I am growing increasingly more convinced that the greatest level of authority, power, and dominion on earth was intended to be expressed and exercised through the spiritual gifts operating through the husband and wife fully submitted to Jesus and to each other. For this reason, there is nothing more threatening to the enemy than one marriage under God.

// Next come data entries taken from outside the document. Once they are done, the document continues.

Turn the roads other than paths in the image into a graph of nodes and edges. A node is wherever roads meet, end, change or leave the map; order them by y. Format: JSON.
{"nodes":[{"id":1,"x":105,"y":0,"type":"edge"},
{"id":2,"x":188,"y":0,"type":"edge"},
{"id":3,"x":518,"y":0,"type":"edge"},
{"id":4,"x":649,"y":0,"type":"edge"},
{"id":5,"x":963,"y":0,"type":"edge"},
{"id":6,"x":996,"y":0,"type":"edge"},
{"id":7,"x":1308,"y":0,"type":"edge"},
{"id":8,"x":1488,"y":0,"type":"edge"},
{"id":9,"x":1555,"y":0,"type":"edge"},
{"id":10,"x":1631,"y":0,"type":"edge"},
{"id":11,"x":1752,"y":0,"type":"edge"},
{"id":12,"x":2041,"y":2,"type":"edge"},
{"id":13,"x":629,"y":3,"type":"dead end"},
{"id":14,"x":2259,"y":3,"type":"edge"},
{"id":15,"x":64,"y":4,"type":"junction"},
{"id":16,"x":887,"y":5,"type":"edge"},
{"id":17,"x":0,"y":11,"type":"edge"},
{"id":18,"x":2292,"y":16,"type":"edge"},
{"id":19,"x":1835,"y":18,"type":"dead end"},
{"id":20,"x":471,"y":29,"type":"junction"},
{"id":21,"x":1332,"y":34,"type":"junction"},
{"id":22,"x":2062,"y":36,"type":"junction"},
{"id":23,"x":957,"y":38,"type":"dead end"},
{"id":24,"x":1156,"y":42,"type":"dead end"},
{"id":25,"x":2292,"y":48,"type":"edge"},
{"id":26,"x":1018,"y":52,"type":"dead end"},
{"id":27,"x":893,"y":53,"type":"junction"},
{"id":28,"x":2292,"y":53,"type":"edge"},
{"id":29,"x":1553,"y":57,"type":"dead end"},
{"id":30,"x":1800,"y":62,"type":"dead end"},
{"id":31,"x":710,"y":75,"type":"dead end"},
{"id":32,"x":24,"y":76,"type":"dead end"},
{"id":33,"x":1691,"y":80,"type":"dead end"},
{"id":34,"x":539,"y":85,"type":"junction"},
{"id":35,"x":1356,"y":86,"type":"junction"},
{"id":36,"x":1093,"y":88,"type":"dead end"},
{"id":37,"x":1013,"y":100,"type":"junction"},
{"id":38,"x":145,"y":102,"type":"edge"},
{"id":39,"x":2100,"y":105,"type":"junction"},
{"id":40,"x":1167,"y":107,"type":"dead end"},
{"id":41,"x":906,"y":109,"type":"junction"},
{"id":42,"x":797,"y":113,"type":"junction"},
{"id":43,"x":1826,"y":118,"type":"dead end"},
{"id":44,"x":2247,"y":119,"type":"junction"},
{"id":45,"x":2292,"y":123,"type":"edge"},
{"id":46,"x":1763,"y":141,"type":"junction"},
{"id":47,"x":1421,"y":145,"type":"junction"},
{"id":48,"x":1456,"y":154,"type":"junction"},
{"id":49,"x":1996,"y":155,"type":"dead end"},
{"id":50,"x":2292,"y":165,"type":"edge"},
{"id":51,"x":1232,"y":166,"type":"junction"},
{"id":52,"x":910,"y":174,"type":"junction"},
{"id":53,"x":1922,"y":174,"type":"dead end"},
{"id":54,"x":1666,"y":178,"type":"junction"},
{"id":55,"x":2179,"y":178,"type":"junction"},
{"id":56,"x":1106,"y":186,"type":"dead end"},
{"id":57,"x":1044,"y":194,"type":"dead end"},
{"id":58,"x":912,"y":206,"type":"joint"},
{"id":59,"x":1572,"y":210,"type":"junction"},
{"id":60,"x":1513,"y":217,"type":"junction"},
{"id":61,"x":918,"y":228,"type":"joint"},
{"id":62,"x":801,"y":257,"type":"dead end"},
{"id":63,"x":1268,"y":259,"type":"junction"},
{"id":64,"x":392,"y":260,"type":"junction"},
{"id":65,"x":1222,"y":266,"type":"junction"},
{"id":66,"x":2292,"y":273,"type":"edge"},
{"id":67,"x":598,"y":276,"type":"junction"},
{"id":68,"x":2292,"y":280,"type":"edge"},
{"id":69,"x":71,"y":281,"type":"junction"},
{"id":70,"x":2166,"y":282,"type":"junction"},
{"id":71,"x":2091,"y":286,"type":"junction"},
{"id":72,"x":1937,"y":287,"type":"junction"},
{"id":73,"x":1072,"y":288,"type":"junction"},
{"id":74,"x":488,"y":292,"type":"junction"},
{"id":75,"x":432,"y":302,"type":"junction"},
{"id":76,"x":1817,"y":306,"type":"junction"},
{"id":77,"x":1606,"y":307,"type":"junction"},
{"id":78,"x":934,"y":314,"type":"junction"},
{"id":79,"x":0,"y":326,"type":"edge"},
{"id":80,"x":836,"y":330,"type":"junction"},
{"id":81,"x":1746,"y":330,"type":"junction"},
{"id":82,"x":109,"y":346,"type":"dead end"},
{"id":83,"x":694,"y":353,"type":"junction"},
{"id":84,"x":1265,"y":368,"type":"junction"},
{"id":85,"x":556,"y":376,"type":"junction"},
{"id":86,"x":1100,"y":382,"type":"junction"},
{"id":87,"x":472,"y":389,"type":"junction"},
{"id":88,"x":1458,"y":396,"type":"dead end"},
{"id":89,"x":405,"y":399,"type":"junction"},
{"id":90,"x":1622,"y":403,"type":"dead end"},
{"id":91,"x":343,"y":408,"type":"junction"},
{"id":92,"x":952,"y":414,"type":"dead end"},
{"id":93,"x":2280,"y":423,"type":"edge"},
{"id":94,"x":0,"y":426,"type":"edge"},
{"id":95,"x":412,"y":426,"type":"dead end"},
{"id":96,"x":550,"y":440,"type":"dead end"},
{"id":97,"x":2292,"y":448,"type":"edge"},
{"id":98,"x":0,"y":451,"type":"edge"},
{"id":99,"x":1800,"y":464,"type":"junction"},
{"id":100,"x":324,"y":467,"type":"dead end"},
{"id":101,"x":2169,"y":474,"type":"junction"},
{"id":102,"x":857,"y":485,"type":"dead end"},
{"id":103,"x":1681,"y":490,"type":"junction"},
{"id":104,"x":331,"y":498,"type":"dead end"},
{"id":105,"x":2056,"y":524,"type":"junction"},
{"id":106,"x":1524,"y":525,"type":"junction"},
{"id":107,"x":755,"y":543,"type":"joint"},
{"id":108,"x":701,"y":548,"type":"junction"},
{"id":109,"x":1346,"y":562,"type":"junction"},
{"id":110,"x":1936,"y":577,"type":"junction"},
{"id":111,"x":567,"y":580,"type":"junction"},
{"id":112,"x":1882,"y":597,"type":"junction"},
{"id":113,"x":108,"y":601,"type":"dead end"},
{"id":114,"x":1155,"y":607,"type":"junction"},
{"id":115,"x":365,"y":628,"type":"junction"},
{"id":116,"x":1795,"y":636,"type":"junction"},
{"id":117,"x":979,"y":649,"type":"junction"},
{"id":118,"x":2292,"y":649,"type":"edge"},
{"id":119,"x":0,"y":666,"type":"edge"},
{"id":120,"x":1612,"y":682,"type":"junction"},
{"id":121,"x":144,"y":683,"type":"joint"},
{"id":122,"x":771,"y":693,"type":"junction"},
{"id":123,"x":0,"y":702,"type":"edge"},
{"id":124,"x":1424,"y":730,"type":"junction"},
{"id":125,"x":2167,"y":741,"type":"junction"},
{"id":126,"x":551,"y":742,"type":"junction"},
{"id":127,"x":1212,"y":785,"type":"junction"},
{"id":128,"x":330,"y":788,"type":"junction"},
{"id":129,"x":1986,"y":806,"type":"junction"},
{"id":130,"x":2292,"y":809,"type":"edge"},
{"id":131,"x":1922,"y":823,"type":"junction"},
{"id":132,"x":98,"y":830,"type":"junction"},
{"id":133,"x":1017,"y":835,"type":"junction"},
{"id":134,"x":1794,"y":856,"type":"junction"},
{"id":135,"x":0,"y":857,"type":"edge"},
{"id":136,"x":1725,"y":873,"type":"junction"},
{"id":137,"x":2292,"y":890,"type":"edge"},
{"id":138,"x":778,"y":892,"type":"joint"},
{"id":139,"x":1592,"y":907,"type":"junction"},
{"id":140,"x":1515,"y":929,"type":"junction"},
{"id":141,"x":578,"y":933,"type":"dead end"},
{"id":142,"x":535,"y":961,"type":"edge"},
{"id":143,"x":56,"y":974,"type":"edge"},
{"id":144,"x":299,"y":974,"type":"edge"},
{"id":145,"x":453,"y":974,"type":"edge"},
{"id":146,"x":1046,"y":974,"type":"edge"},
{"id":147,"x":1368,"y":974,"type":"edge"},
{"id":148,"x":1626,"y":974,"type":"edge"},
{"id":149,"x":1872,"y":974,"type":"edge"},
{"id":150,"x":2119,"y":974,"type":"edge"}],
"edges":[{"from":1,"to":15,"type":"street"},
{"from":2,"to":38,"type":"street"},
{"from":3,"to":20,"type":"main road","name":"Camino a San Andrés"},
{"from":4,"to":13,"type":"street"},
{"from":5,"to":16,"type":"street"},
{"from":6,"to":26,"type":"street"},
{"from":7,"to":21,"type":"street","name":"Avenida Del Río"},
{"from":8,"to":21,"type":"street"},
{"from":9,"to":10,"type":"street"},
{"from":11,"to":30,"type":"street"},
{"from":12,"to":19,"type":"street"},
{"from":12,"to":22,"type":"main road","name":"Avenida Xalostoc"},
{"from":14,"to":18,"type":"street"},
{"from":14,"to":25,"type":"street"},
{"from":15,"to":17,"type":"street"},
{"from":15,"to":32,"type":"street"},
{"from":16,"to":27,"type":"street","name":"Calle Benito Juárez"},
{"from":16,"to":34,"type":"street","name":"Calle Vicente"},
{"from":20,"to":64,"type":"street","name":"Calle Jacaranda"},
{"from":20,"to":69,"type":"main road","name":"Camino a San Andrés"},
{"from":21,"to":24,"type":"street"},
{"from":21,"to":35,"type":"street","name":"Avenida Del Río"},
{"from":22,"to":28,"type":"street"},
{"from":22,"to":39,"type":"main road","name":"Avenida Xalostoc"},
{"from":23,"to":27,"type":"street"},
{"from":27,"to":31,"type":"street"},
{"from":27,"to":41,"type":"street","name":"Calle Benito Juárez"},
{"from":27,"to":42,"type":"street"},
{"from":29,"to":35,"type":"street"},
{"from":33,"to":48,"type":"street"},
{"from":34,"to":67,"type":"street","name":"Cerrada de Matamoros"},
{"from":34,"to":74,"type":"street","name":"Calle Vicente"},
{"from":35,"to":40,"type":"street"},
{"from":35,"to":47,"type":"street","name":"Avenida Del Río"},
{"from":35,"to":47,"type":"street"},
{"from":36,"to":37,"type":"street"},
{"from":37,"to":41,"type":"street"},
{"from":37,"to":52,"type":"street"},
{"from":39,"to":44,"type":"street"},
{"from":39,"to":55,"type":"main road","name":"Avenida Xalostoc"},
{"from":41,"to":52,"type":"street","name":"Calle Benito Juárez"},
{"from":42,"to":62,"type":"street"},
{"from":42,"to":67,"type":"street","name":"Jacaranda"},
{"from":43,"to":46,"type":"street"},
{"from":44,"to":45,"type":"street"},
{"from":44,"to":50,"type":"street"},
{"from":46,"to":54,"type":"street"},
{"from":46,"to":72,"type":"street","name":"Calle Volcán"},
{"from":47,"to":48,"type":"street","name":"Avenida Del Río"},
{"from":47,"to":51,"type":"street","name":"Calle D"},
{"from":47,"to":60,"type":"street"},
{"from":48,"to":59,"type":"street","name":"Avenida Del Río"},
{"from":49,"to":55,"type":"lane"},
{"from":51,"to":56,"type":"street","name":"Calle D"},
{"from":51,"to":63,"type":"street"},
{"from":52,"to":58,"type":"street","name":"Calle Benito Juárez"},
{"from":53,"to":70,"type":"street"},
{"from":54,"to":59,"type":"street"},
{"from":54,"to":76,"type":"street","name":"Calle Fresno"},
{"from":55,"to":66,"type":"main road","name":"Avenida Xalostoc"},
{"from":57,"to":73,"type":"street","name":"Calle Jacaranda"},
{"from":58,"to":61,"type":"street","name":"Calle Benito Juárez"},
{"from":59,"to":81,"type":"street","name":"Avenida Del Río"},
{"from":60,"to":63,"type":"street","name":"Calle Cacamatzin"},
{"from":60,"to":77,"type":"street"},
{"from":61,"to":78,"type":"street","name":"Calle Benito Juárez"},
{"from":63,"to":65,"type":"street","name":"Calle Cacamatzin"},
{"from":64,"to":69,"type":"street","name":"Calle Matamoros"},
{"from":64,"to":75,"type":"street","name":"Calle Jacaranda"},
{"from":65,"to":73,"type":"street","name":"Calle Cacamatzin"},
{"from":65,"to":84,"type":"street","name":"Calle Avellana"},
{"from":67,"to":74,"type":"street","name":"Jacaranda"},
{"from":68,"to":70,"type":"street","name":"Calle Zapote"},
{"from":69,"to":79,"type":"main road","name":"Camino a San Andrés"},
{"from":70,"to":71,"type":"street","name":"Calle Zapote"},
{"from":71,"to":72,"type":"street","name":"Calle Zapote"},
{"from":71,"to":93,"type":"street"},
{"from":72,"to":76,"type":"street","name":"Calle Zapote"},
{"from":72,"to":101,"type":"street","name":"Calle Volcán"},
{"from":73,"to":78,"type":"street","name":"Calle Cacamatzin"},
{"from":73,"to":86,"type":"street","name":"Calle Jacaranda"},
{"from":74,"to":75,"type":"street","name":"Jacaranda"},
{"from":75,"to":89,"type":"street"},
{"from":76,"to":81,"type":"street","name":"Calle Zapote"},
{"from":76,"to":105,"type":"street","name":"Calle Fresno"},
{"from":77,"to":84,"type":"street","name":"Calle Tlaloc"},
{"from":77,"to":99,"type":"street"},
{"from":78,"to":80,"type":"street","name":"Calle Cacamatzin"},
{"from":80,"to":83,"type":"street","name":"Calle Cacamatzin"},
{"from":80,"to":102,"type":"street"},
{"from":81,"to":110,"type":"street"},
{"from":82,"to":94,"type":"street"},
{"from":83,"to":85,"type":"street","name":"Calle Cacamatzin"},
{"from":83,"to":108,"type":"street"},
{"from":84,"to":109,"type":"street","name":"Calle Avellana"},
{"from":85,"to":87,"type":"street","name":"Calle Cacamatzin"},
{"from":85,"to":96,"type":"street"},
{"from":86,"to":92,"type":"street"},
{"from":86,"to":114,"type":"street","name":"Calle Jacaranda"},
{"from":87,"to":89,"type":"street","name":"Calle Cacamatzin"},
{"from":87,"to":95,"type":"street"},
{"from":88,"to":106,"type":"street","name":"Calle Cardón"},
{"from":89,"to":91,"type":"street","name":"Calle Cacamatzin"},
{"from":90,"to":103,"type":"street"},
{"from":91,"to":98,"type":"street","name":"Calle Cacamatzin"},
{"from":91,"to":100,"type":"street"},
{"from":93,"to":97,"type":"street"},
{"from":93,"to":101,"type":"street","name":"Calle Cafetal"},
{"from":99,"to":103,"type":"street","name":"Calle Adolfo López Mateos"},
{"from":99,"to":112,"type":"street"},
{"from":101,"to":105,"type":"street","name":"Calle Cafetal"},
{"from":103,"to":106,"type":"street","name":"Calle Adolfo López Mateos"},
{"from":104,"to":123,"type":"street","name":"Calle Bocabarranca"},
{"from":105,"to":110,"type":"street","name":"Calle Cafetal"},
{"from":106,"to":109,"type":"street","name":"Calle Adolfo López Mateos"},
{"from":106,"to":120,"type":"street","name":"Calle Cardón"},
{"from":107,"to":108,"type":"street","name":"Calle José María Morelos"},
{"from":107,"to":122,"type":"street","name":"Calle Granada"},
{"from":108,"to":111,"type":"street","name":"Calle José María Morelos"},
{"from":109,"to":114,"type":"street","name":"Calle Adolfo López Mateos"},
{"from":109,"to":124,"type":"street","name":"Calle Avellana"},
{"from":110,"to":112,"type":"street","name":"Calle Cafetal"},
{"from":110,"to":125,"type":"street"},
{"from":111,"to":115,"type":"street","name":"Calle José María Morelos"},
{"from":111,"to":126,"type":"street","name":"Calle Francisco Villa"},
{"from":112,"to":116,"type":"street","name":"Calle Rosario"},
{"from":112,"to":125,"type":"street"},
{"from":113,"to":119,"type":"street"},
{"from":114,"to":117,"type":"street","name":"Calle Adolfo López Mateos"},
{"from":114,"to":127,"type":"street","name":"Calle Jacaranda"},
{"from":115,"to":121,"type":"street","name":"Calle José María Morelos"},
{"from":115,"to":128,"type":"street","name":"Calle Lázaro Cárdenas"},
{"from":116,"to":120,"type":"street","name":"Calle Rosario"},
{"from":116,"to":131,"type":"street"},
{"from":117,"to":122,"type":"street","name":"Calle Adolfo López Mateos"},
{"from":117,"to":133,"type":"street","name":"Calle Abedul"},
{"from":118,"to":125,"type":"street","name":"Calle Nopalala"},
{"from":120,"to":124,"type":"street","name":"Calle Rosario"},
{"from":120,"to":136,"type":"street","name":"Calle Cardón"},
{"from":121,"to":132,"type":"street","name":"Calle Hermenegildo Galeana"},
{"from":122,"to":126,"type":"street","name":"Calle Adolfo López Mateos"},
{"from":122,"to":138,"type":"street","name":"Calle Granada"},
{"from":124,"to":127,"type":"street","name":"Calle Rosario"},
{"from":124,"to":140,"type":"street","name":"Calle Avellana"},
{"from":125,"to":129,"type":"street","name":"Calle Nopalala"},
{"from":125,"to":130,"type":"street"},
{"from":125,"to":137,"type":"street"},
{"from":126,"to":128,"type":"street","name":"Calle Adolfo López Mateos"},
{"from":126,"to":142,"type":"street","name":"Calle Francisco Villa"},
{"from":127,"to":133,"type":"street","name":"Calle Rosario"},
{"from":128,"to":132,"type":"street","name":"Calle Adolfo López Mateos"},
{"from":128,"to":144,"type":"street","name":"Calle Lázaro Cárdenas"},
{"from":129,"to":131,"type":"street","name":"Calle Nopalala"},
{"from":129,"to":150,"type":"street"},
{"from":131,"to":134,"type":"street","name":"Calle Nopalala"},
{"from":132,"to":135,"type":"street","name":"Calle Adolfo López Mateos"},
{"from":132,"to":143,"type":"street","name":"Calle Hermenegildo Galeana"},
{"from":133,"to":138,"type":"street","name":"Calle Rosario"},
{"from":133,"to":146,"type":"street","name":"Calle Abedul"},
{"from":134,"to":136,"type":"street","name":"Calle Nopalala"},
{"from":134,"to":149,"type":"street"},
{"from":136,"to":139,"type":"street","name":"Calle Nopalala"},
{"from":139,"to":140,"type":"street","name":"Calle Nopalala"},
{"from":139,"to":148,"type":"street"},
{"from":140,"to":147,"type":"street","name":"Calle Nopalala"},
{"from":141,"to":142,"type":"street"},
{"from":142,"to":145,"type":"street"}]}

What is the most important question to ask before getting married? I used to think it was as simple as “Do we love Jesus?” and “Do we love each other?” Then I became aware of other issues that would inevitably arise within marriage, including compatibility, family dynamics, political views, temperament, work ethic, and approaches to conflict. While all of these are important questions, I was not asking the most important question of all. If I could go back in time and offer myself one piece of advice before getting married, it would be in the form of one of these question:

  • Is this the person I want God to use to reveal the darkest parts of my heart and in doing so, crush the hell out of me?
  • Is this the person God wants to use as a vessel and proverbial mirror to expose all of the darkness within me?
  • Am I willing to allow God to use this person to crush me, to bring forth new wine?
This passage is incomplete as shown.